*Material provided*.
*** Block opens ***

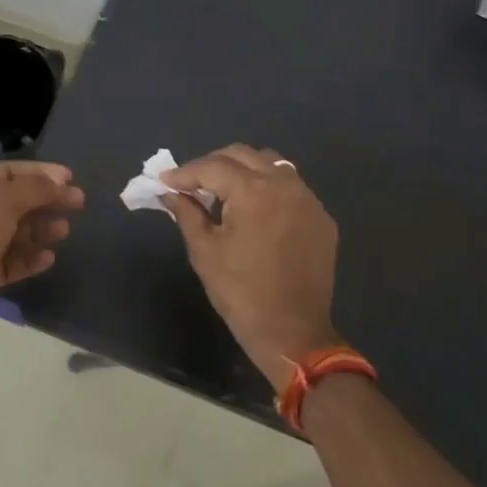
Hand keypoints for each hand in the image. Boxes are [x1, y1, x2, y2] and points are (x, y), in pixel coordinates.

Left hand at [0, 161, 83, 360]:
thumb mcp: (2, 203)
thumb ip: (34, 188)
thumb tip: (59, 181)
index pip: (8, 172)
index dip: (39, 172)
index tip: (70, 179)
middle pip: (14, 202)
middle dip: (45, 201)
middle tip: (78, 205)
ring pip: (13, 233)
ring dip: (40, 230)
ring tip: (64, 232)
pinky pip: (10, 262)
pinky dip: (30, 258)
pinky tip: (49, 258)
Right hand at [160, 145, 340, 390]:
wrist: (293, 332)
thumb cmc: (241, 292)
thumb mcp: (204, 251)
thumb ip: (186, 213)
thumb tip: (169, 192)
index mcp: (253, 191)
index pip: (212, 167)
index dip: (185, 172)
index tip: (165, 180)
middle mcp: (284, 184)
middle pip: (242, 155)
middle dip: (213, 164)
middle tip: (191, 183)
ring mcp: (308, 199)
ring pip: (271, 164)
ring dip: (243, 170)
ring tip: (223, 191)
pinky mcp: (321, 217)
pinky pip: (291, 187)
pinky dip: (268, 188)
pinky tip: (255, 209)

*** Block closes ***

*Work order*. From the data above, pick out each line containing "ring" and copy it.

*Solved exercise*.
ring pip: (13, 233)
ring dip: (40, 230)
ring tip: (64, 232)
ring mcp: (308, 199)
ring pip: (271, 164)
ring dip: (243, 170)
ring tip: (223, 191)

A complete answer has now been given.